Eventually, I made my way to the fitting room and tried on that "outfit" first - only to quickly realize that something was between my legs (stop laughing).

"Holy sh*t, this is a onesie" - that was my first thought. 

It's just... honestly, I was torn. It was cute, cheapish, mostly attractive and EXTREMELY COMFORTABLE. As in, the top was a soft cotton jersey, breathable and the skort? bottom was lightweight and... well... freeing. In other words: all my lady junk was hanging out and I felt mostly naked.

The problem: IT'S A FREAKING ROMPER AND I'M NOT 3.

So, I made a few faces at it, and eventually decided on 2 other ACTUAL dresses and not wanna-be onesies.


It's just that even since, I've seen rompers in other places, and on Victoria's Secrets models, they don't look that bad. Dare I might say, they kinda look cute especially with a gladiator sandle or for casual beachwear. 

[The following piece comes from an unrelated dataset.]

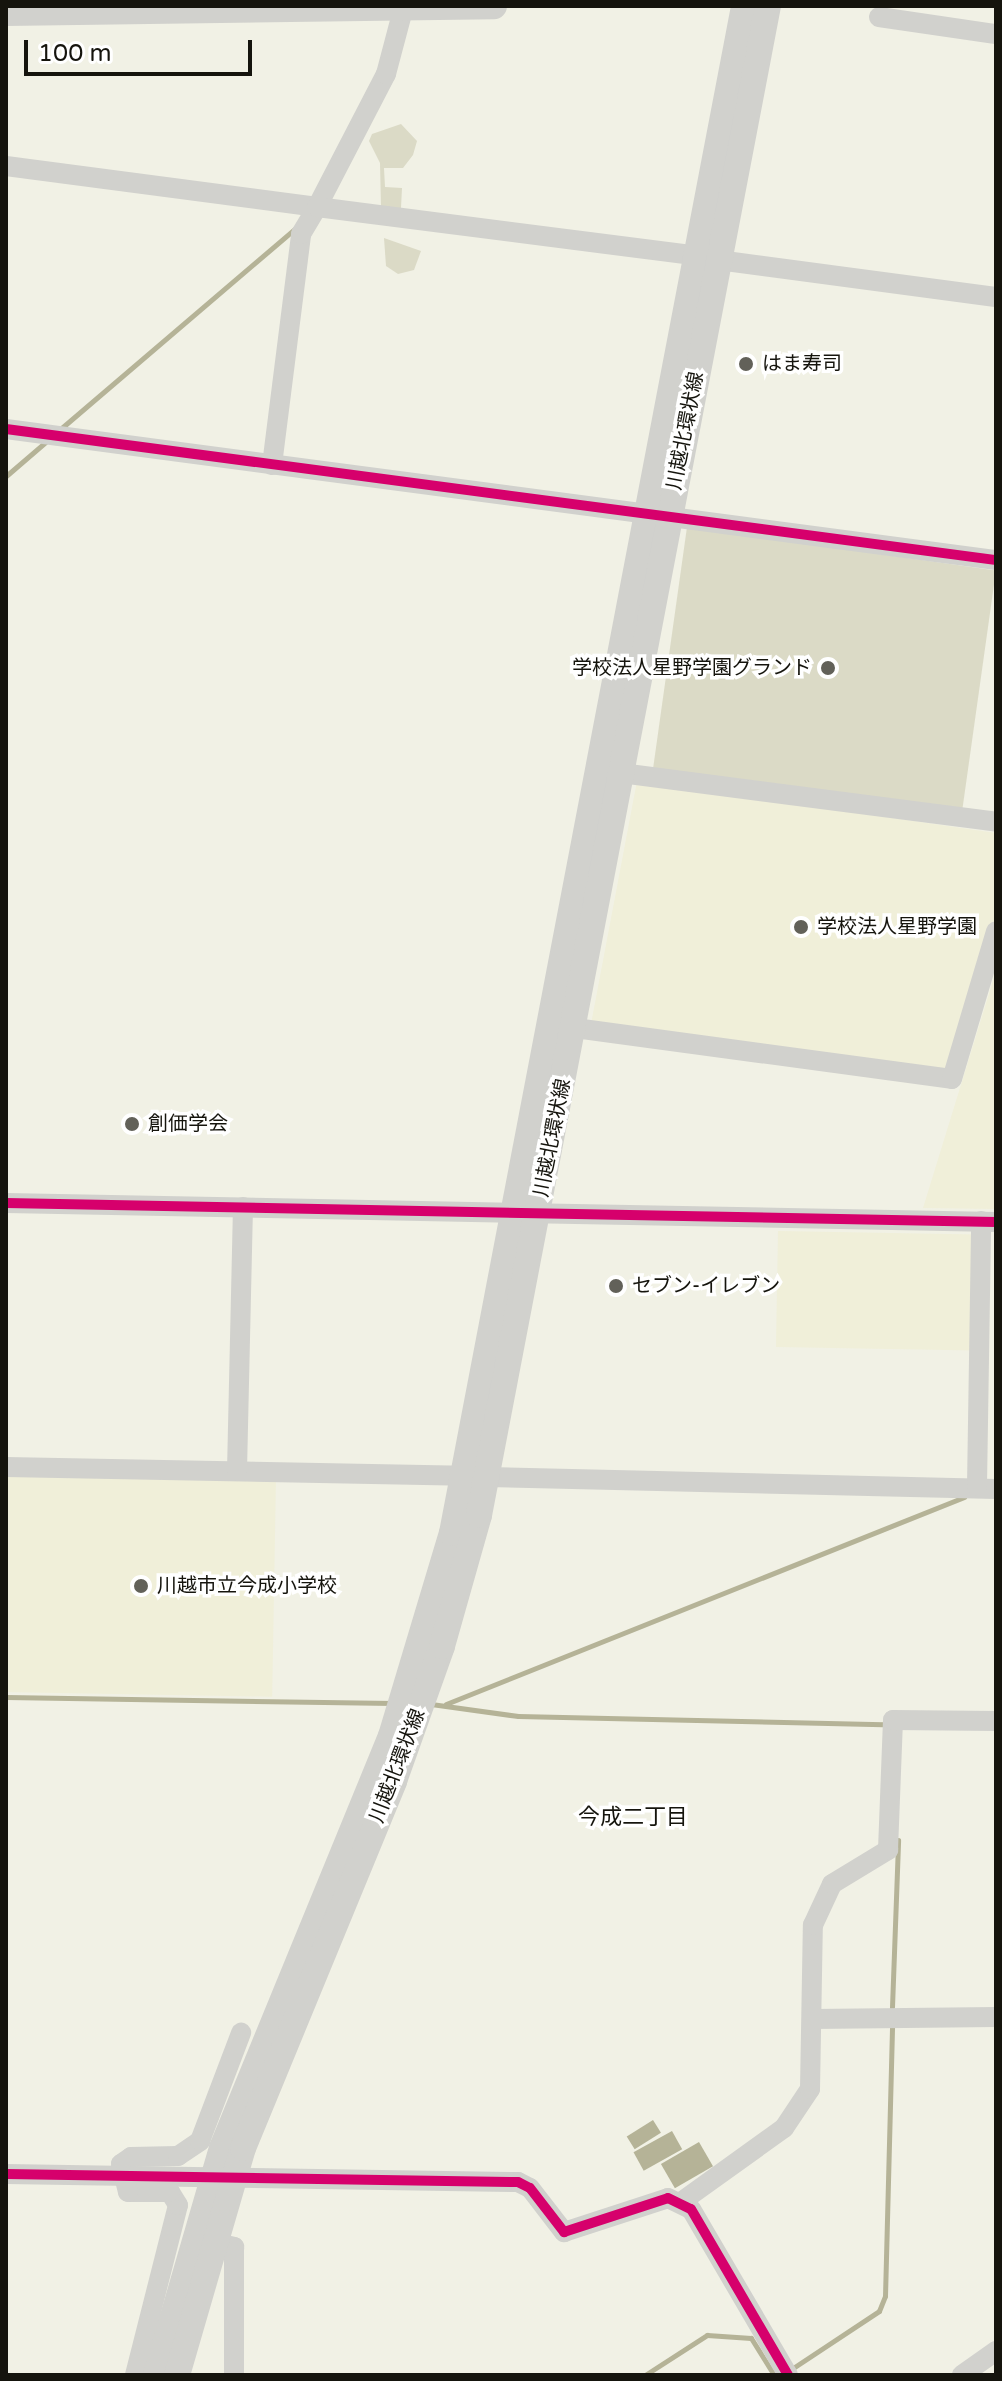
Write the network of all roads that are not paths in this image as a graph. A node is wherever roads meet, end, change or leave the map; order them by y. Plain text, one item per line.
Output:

Actually, after typing "casual beachwear", I'd say that is a perfect scenario for Onesie Attire, but I don't LIVE at the beach... and I'm so on the fence about this.

The only thing about wearing the romper (*cough* onesie *cough*) is that it leaves some.... room? in the back... which I can only imagine is for next year's summer trend - Neon Diapers.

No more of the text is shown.